On 24 October 1947 the Admiralty sold the ship back to Port Line, who restored her original name Port Quebec. She was completed as a cargo ship, with only part of her hold space refrigerated. In 1948 her refrigerated capacity was recorded as only 19084 cuft. By 1950 this had been doubled to 37102 cuft, but it was still only a small part of her total hold space.

By 1947 Port Quebecs navigation equipment included wireless direction finding, an echo sounding device and a gyrocompass. radar had been added by 1951, and a position fixing device and radiotelephone by 1959.

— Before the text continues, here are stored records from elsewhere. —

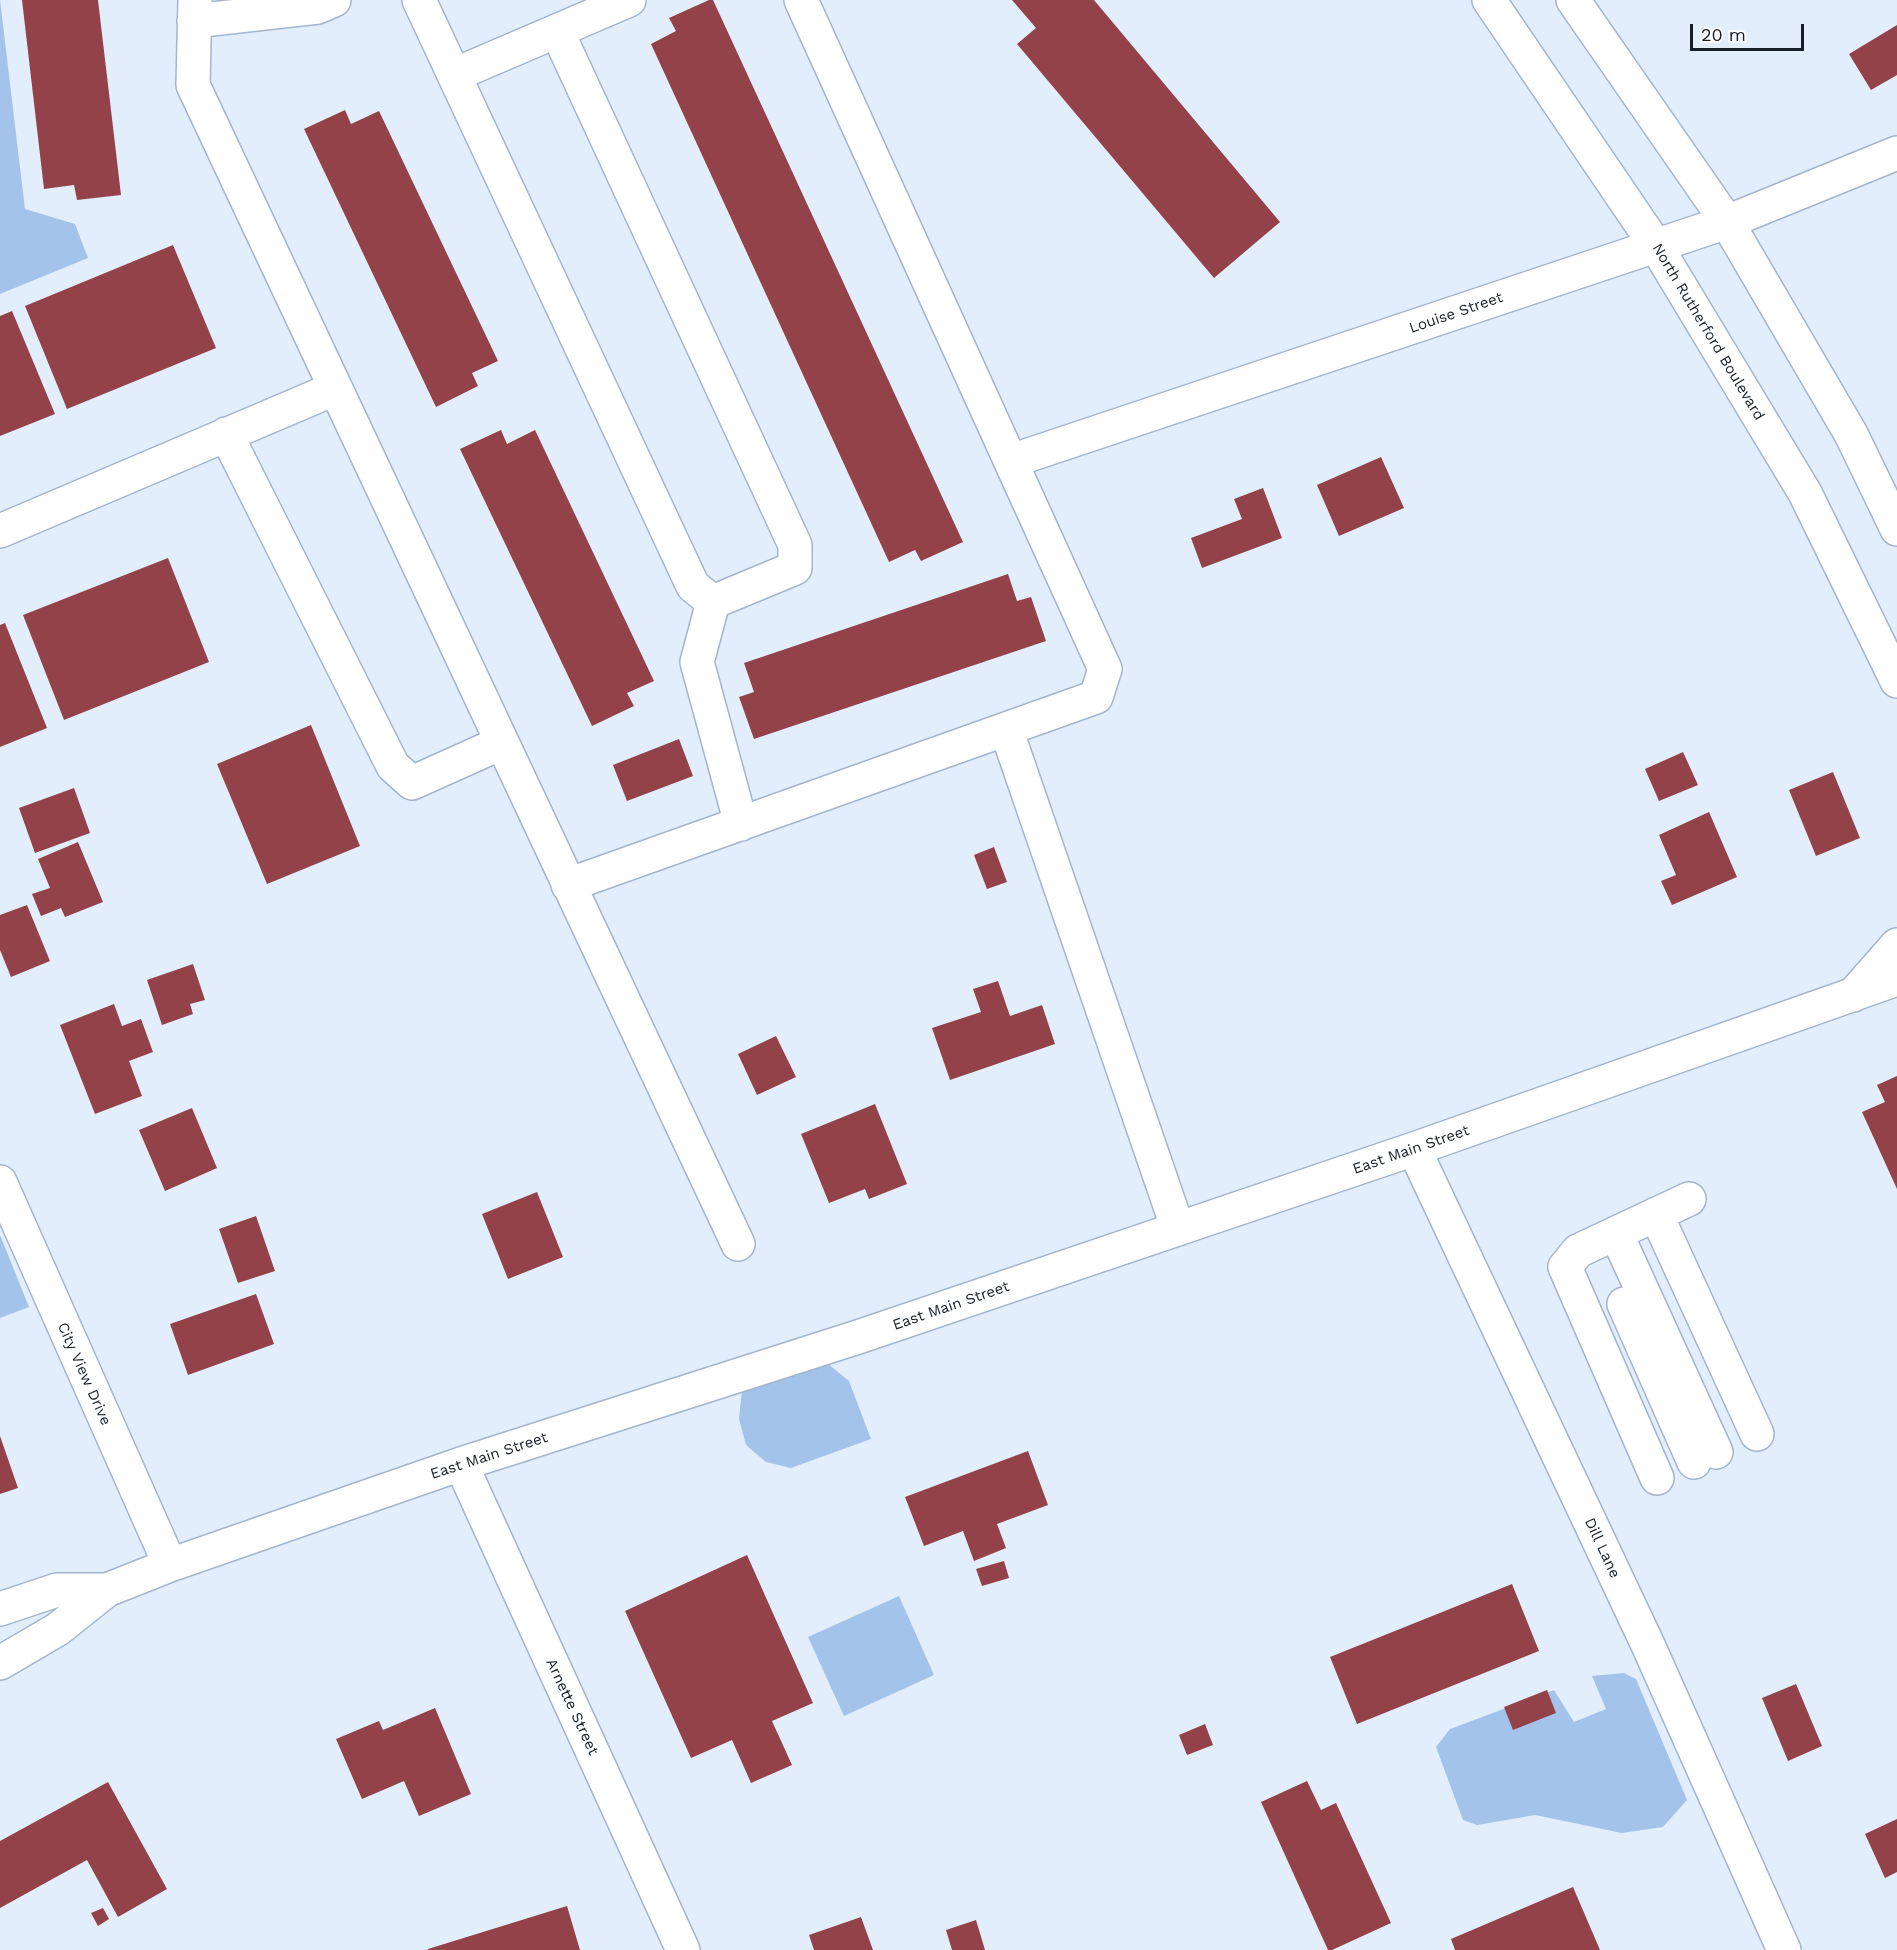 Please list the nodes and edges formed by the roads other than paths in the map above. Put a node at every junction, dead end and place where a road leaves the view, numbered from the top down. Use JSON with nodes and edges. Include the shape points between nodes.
{"nodes":[{"id":1,"x":334,"y":0,"type":"edge"},
{"id":2,"x":419,"y":0,"type":"edge"},
{"id":3,"x":628,"y":0,"type":"edge"},
{"id":4,"x":801,"y":0,"type":"edge"},
{"id":5,"x":1489,"y":0,"type":"edge"},
{"id":6,"x":1574,"y":0,"type":"edge"},
{"id":7,"x":195,"y":10,"type":"edge"},
{"id":8,"x":557,"y":31,"type":"junction"},
{"id":9,"x":454,"y":75,"type":"junction"},
{"id":10,"x":1897,"y":153,"type":"edge"},
{"id":11,"x":1727,"y":222,"type":"junction"},
{"id":12,"x":1656,"y":246,"type":"junction"},
{"id":13,"x":334,"y":389,"type":"junction"},
{"id":14,"x":226,"y":435,"type":"junction"},
{"id":15,"x":1011,"y":461,"type":"junction"},
{"id":16,"x":1897,"y":529,"type":"edge"},
{"id":17,"x":0,"y":531,"type":"edge"},
{"id":18,"x":713,"y":602,"type":"junction"},
{"id":19,"x":1897,"y":681,"type":"edge"},
{"id":20,"x":1006,"y":729,"type":"junction"},
{"id":21,"x":501,"y":743,"type":"junction"},
{"id":22,"x":741,"y":824,"type":"junction"},
{"id":23,"x":568,"y":885,"type":"junction"},
{"id":24,"x":1897,"y":945,"type":"edge"},
{"id":25,"x":1897,"y":979,"type":"edge"},
{"id":26,"x":1853,"y":995,"type":"junction"},
{"id":27,"x":1414,"y":1149,"type":"junction"},
{"id":28,"x":0,"y":1182,"type":"edge"},
{"id":29,"x":1689,"y":1199,"type":"dead end"},
{"id":30,"x":1178,"y":1229,"type":"junction"},
{"id":31,"x":1617,"y":1233,"type":"junction"},
{"id":32,"x":738,"y":1244,"type":"dead end"},
{"id":33,"x":1706,"y":1456,"type":"junction"},
{"id":34,"x":461,"y":1464,"type":"junction"},
{"id":35,"x":170,"y":1565,"type":"junction"},
{"id":36,"x":107,"y":1590,"type":"junction"},
{"id":37,"x":0,"y":1609,"type":"edge"},
{"id":38,"x":0,"y":1663,"type":"edge"},
{"id":39,"x":683,"y":1950,"type":"edge"},
{"id":40,"x":1784,"y":1950,"type":"edge"}],
"edges":[{"from":1,"to":7,"type":"street","via":[[318,7]]},
{"from":2,"to":9,"type":"street"},
{"from":3,"to":8,"type":"street"},
{"from":4,"to":15,"type":"street"},
{"from":5,"to":12,"type":"street","name":"North Rutherford Boulevard"},
{"from":6,"to":11,"type":"street"},
{"from":7,"to":13,"type":"street","via":[[194,85]]},
{"from":8,"to":9,"type":"street"},
{"from":8,"to":18,"type":"street","via":[[795,544],[795,568]]},
{"from":9,"to":18,"type":"street","via":[[693,586]]},
{"from":10,"to":11,"type":"street","name":"Louise Street"},
{"from":11,"to":12,"type":"street","name":"Louise Street"},
{"from":11,"to":16,"type":"street","via":[[1851,434]]},
{"from":12,"to":15,"type":"street","name":"Louise Street"},
{"from":12,"to":19,"type":"street","name":"North Rutherford Boulevard","via":[[1805,494]]},
{"from":13,"to":14,"type":"street"},
{"from":13,"to":21,"type":"street"},
{"from":14,"to":17,"type":"street"},
{"from":14,"to":21,"type":"street","via":[[393,766],[412,783]]},
{"from":15,"to":20,"type":"street","via":[[1106,669],[1096,697]]},
{"from":18,"to":22,"type":"street","via":[[697,662]]},
{"from":20,"to":22,"type":"street"},
{"from":20,"to":30,"type":"street"},
{"from":21,"to":23,"type":"street"},
{"from":22,"to":23,"type":"street"},
{"from":23,"to":32,"type":"street"},
{"from":24,"to":26,"type":"street"},
{"from":25,"to":26,"type":"street","name":"East Main Street"},
{"from":26,"to":27,"type":"street","name":"East Main Street"},
{"from":27,"to":30,"type":"street","name":"East Main Street"},
{"from":27,"to":40,"type":"street","name":"Dill Lane","via":[[1648,1645]]},
{"from":28,"to":35,"type":"street","name":"City View Drive"},
{"from":29,"to":31,"type":"street"},
{"from":30,"to":34,"type":"street","name":"East Main Street","via":[[798,1357]]},
{"from":31,"to":33,"type":"street"},
{"from":31,"to":33,"type":"street"},
{"from":31,"to":33,"type":"street","via":[[1565,1268]]},
{"from":34,"to":35,"type":"street","name":"East Main Street"},
{"from":34,"to":39,"type":"street","name":"Arnette Street"},
{"from":35,"to":36,"type":"street","name":"East Main Street"},
{"from":36,"to":37,"type":"street","name":"East Main Street","via":[[57,1590]]},
{"from":36,"to":38,"type":"street","via":[[57,1629]]}]} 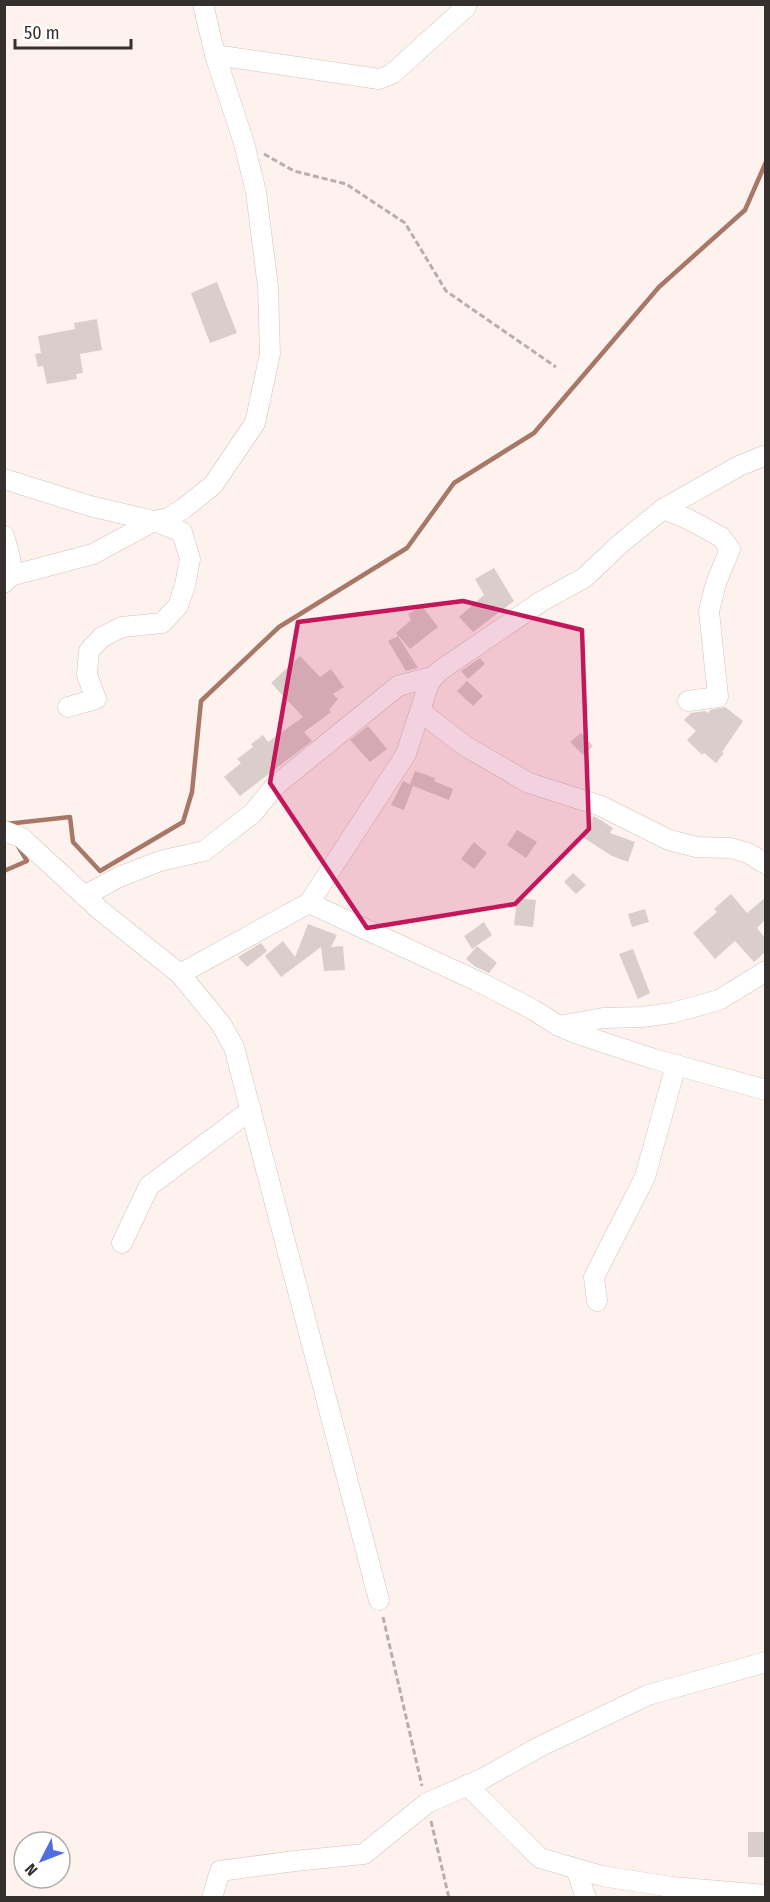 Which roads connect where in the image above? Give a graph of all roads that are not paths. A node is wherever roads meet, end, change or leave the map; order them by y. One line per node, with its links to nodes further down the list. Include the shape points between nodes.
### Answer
1 (203, 4): 3 (street)
2 (466, 8): 3 (street, via 386,78)
3 (215, 55): 7 (street, via 256,192 268,287 270,354 255,423 213,485 176,514)
4 (765, 455): 6 (street)
5 (4, 479): 7 (street)
6 (663, 509): 10 (street, via 584,578 542,601); 11 (street, via 721,537 730,549 709,611 718,698)
7 (154, 521): 9 (street, via 93,554); 12 (street, via 182,532 190,559 178,606 162,623 122,627 102,637 89,651 87,675 96,699)
8 (4, 536): 9 (street, via 12,569)
9 (7, 580)
10 (432, 677): 13 (street); 16 (street, via 398,686 275,786 253,813 204,851 159,861 119,876)
11 (688, 701)
12 (68, 707)
13 (421, 712): 15 (street, via 465,746 529,783 600,806 669,840 731,848); 17 (street, via 406,754)
14 (4, 831): 16 (street, via 22,838)
15 (765, 864)
16 (84, 896): 19 (street)
17 (309, 903): 19 (street); 20 (street, via 477,981)
18 (765, 971): 20 (street, via 719,1000 642,1017 603,1018)
19 (180, 974): 23 (street, via 221,1023 234,1047)
20 (559, 1026): 21 (street)
21 (676, 1065): 22 (street); 25 (street, via 645,1177 594,1277)
22 (765, 1090)
23 (251, 1110): 24 (street, via 148,1186); 26 (street)
24 (122, 1243)
25 (597, 1301)
26 (379, 1600)
27 (765, 1662): 28 (street, via 648,1695)
28 (467, 1785): 29 (street, via 540,1858); 31 (street, via 426,1803 364,1854 220,1872)
29 (576, 1869): 30 (street, via 672,1887); 32 (street)
30 (765, 1895)
31 (212, 1898)
32 (586, 1898) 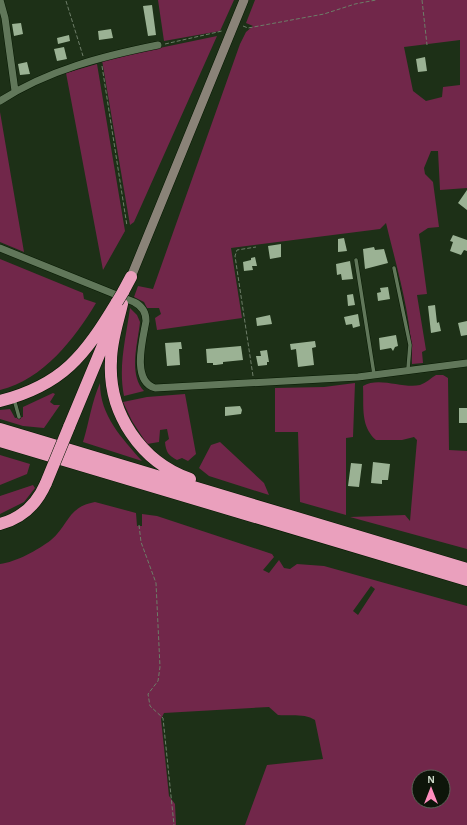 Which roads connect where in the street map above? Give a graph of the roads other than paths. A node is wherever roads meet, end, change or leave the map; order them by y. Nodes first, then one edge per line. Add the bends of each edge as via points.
1 (0, 0) edge
2 (244, 0) edge
3 (2, 19) edge
4 (158, 45) road end
5 (15, 91) junction
6 (0, 100) edge
7 (0, 248) edge
8 (356, 260) dead end
9 (394, 268) dead end
10 (132, 277) joint
11 (121, 299) junction
12 (467, 363) edge
13 (408, 369) junction
14 (374, 374) junction
15 (13, 398) junction
16 (0, 401) edge
17 (19, 417) dead end
18 (0, 429) edge
19 (0, 441) edge
20 (0, 447) edge
21 (50, 456) junction
22 (237, 500) junction
23 (0, 524) edge
24 (467, 569) edge
25 (467, 580) edge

In December 1968 Port Quebec arrived in Kaohsiung in Taiwan to be scrapped.

==Bibliography==
- Haws, Duncan (1991). "Port Line with Corry, Royden, Tyser and Milburn"
- Lenton, HT (1968). "British and Dominion Warships of World War II"
- "Lloyd's Register of Shipping" (1940)
- "Lloyd's Register of Shipping" (1947)
- "Mercantile Navy List" (1947)
- "Lloyd's Register of Shipping" (1948)
- "Lloyd's Register of Shipping" (1949)
- "Register Book" (1951)
- "Register Book" (1959)
- Rohwer, Jürgen (2005). "Chronology of the War at Sea 1939–1945: The Naval History of World War Two"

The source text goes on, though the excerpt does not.